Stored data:

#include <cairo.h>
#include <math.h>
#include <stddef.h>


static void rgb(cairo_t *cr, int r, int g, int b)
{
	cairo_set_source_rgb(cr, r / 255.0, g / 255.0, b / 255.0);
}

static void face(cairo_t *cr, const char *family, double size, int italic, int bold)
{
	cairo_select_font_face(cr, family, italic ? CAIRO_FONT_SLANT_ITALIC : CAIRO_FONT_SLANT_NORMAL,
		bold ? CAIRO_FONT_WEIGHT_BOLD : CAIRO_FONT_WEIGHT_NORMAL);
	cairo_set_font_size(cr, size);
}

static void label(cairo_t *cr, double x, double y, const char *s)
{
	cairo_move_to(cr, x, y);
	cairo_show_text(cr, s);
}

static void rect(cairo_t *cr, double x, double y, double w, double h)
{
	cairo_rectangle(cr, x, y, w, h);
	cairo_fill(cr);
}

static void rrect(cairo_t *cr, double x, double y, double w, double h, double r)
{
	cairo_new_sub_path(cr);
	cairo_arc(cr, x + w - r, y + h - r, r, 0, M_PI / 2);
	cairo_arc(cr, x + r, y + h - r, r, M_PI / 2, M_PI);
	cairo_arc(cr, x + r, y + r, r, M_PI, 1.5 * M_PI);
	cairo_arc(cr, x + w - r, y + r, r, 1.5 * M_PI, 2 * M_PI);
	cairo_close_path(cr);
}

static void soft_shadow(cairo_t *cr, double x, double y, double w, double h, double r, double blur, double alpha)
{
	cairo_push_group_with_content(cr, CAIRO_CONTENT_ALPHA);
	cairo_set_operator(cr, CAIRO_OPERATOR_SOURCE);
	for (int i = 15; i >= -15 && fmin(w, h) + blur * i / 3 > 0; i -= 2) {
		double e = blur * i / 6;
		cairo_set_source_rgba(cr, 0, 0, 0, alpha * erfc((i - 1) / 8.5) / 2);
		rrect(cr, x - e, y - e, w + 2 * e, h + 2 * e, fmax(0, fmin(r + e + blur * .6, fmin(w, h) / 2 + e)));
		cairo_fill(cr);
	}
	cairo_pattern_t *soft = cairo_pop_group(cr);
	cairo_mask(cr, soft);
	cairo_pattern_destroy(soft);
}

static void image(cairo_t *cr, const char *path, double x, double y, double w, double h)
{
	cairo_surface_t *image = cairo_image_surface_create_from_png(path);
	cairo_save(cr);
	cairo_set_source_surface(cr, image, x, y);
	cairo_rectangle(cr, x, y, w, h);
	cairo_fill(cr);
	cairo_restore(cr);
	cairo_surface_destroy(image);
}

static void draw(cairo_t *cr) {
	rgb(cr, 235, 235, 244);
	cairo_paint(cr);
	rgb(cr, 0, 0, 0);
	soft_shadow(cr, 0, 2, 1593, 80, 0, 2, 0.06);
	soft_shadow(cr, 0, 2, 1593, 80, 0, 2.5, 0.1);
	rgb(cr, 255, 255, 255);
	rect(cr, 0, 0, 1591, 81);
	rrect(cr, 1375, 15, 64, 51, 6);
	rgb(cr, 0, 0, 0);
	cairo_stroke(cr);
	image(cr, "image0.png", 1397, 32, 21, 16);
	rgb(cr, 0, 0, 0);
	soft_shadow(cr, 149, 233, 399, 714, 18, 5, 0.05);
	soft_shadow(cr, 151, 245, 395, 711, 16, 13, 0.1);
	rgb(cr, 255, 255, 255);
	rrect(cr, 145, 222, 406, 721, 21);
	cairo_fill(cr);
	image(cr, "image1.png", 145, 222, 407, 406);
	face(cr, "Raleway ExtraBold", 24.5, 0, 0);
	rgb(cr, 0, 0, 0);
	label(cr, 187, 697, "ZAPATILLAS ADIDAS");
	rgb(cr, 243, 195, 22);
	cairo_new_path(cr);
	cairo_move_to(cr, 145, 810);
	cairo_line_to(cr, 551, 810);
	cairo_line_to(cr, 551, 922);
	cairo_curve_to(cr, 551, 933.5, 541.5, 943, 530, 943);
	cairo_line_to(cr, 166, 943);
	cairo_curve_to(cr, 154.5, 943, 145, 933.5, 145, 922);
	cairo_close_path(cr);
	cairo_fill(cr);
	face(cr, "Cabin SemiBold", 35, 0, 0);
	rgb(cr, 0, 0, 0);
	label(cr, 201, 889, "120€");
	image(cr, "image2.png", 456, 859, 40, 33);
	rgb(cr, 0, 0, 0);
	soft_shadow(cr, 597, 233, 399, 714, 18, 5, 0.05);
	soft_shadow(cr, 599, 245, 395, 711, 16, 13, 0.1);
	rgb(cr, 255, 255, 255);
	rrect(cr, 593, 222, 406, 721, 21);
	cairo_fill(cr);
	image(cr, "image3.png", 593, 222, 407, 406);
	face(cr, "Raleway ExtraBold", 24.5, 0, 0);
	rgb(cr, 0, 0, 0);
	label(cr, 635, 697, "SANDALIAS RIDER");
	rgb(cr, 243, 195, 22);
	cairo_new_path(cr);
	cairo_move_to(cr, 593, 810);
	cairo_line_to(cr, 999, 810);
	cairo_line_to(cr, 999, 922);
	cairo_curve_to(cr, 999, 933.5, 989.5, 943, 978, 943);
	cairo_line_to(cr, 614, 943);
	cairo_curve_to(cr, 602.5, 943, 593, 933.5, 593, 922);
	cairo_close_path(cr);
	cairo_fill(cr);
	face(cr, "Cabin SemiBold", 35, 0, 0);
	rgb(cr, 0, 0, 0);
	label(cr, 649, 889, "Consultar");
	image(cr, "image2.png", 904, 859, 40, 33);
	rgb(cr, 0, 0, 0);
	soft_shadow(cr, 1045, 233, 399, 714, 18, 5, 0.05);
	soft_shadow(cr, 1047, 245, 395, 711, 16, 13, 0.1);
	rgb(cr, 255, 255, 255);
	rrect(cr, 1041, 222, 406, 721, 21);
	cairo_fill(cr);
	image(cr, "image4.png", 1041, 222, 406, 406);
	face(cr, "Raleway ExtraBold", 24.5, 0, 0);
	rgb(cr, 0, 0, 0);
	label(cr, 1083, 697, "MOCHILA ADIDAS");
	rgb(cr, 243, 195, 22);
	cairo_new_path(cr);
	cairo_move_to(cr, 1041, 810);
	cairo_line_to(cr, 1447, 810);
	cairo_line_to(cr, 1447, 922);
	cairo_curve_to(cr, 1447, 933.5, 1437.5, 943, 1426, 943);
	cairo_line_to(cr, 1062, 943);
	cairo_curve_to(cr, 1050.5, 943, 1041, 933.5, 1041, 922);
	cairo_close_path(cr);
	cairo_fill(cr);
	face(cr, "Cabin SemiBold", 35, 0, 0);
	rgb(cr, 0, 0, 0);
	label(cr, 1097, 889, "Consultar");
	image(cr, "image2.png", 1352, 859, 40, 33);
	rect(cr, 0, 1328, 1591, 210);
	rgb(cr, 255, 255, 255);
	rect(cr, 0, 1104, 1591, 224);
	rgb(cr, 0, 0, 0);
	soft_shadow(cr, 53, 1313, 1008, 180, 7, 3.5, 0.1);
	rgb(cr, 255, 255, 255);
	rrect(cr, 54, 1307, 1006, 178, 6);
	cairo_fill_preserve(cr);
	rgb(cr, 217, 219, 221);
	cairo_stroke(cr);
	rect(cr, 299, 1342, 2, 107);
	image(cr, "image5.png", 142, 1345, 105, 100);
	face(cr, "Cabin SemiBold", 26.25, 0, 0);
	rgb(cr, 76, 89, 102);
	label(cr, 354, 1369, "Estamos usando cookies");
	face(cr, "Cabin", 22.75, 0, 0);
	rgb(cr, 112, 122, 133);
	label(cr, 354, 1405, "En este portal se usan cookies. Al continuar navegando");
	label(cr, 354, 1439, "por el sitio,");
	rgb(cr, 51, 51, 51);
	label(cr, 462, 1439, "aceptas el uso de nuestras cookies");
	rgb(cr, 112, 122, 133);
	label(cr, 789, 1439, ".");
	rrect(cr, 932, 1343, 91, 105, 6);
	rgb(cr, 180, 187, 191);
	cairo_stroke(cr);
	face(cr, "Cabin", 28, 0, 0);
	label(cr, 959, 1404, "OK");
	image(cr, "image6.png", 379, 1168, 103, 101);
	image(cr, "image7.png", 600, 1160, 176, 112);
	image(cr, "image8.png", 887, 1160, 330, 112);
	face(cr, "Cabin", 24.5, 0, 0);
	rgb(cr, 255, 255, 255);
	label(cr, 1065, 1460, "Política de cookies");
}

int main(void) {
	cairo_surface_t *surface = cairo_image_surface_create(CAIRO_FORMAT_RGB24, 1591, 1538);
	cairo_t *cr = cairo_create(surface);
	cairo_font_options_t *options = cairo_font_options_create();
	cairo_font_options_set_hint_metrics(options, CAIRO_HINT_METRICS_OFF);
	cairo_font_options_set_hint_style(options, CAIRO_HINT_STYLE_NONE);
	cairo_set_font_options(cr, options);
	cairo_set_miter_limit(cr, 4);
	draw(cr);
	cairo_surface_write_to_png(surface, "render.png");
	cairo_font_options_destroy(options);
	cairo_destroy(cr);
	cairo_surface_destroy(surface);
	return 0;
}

▶ **ASSIGNED TASK**: What are the lines of the data above that include the string "blur"? Copy them.

▶ **EXERCISE RESULT**:
static void soft_shadow(cairo_t *cr, double x, double y, double w, double h, double r, double blur, double alpha)
	for (int i = 15; i >= -15 && fmin(w, h) + blur * i / 3 > 0; i -= 2) {
		double e = blur * i / 6;
		rrect(cr, x - e, y - e, w + 2 * e, h + 2 * e, fmax(0, fmin(r + e + blur * .6, fmin(w, h) / 2 + e)));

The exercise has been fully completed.